That's, of course, what you get from a surface observation. Playing the game is actually much worse, and you get to feel just how little effort was put into developing it. X6 is home to both the worst bosses and worst stages up to this point in the franchise, both areas of the game having been developed without much regard for consistency or balance.

Stage design revolves around cluttering the screen with enemies and/or projectiles, as well as having lots of instant death traps. Plus, almost all stages involve a stupid gimmick that doesn't fit the game and detracts from the experience, such as a randomly assembling the stage from a pool of areas, a cheaply made, artificially difficult miniboss that you have to fight five to six times in a row, or having to hunt for small destructible objects before proceeding. It's all a big joke, and the final stages are the punchline, requiring highly specific loadouts to even get through them.

To further complicate things, nightmare effects take place whenever you exit a stage. For instance, when you leave the fire stage, other stages may have fireballs falling from the sky, and the ice stage makes other stages have ice physics. Of course, of all the things the game spends a good minute explaining, this system isn't one of them, and because a lot of nightmare effects run counter to the stages' "design" (if you can call it that), it makes some infuriating experiences even more frustrating.
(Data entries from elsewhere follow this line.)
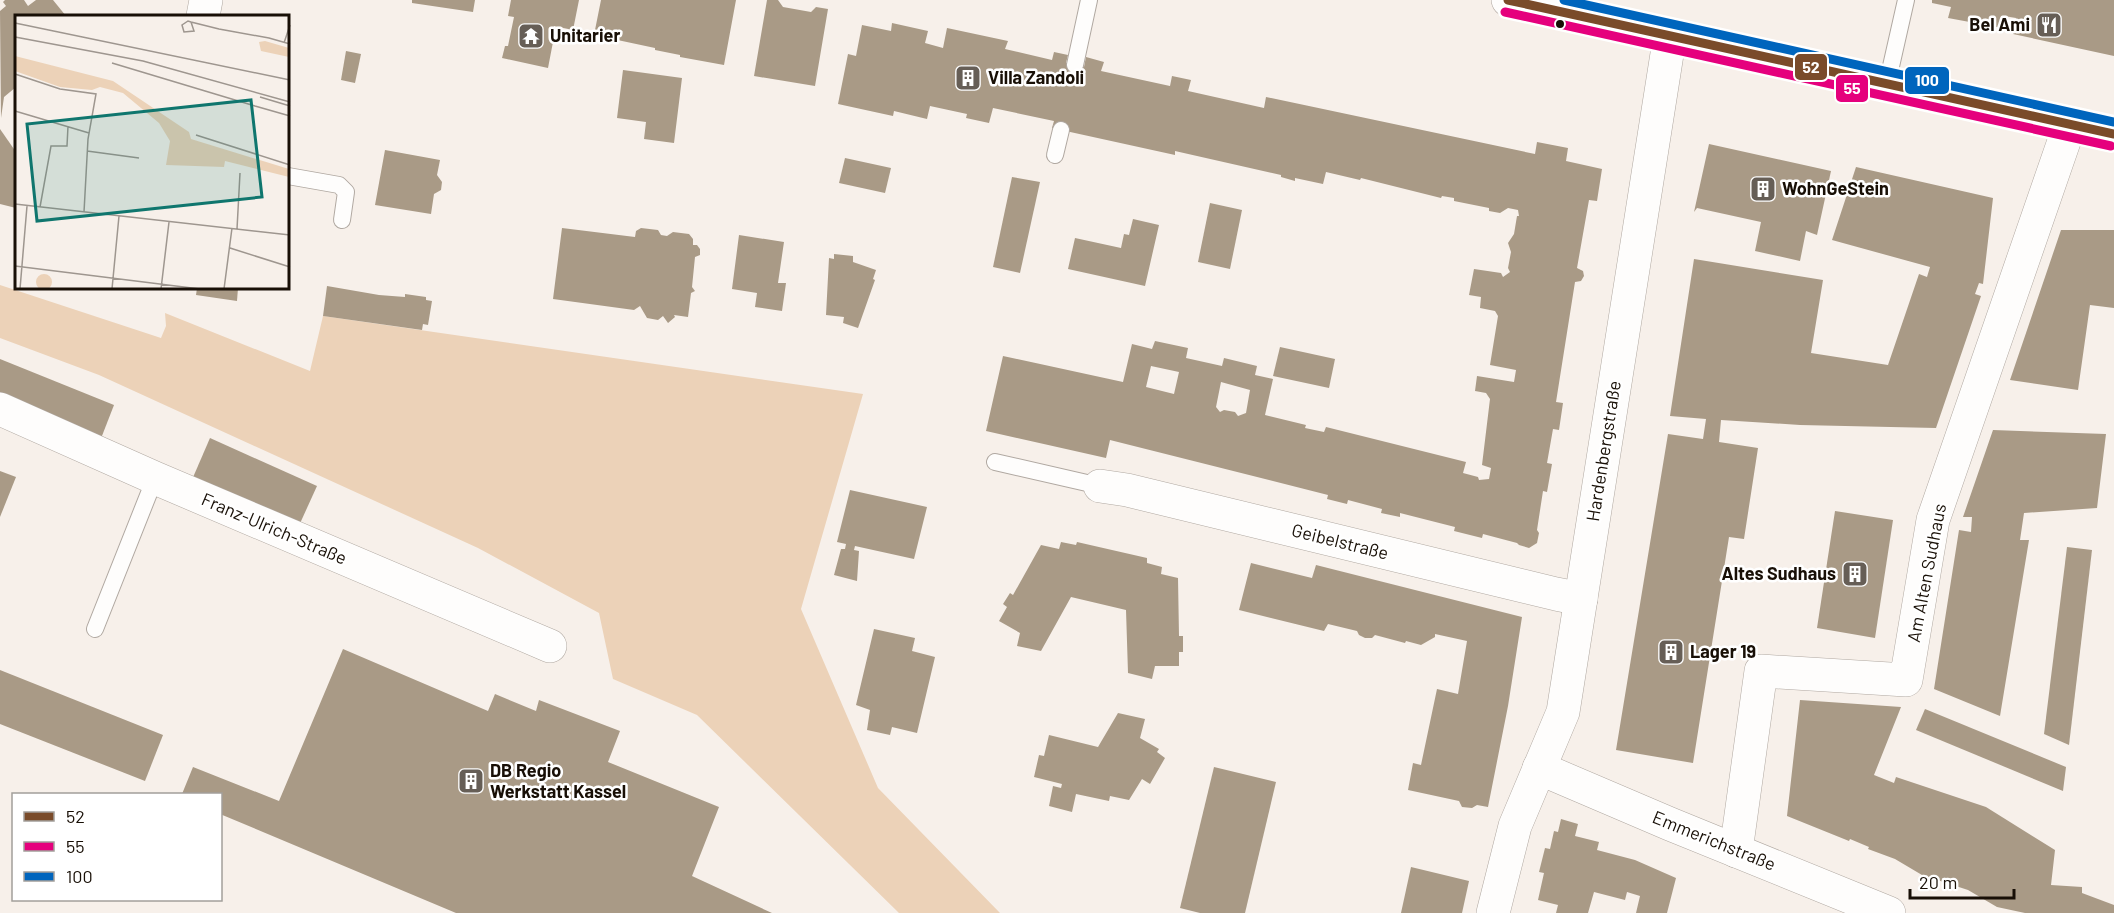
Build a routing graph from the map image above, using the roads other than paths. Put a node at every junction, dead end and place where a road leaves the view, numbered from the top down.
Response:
1 (206, 0) edge
2 (1089, 0) edge
3 (1508, 0) edge
4 (1906, 0) edge
5 (1585, 8) edge
6 (203, 15) edge
7 (1670, 35) junction
8 (1075, 65) dead end
9 (1887, 84) junction
10 (2070, 124) junction
11 (1061, 130) dead end
12 (2114, 134) edge
13 (1056, 155) dead end
14 (290, 176) edge
15 (342, 220) dead end
16 (0, 409) edge
17 (995, 462) dead end
18 (155, 478) junction
19 (1100, 486) joint
20 (1581, 598) junction
21 (95, 628) dead end
22 (550, 646) dead end
23 (1539, 768) junction
24 (1736, 850) junction
25 (1493, 913) edge
26 (1889, 913) edge

1 - 6 street
2 - 8 lane
3 - 5 street
4 - 9 lane
5 - 7 street
7 - 9 street
7 - 20 street, Hardenbergstraße
9 - 10 street
10 - 12 street
10 - 24 street, Am Alten Sudhaus
11 - 13 lane
14 - 15 lane
16 - 18 street, Franz-Ulrich-Straße
17 - 19 lane
18 - 21 lane
18 - 22 street, Franz-Ulrich-Straße
19 - 20 street, Geibelstraße
20 - 23 street, Hardenbergstraße
23 - 24 street, Emmerichstraße
23 - 25 street, Hardenbergstraße
24 - 26 street, Emmerichstraße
It gets worse: there's an optional boss thing going on like the one in X2, but instead of making a plain old door where you go in, kick butt and come out, they make this whole detour of a secret area that's basically a stage within the stage. Except it's no secret at all -- a lot of them are easier to find than the end of the stage itself, so you can end up in this really hard area early in the game entirely by accident. In that regard, it's worth noting that, unlike ANY other Mega Man game, you can get softlocked in X6 stages due to not having a power-up or weapon, being then forced to suicide into picking stage select, which speaks volume about the care given to the level design.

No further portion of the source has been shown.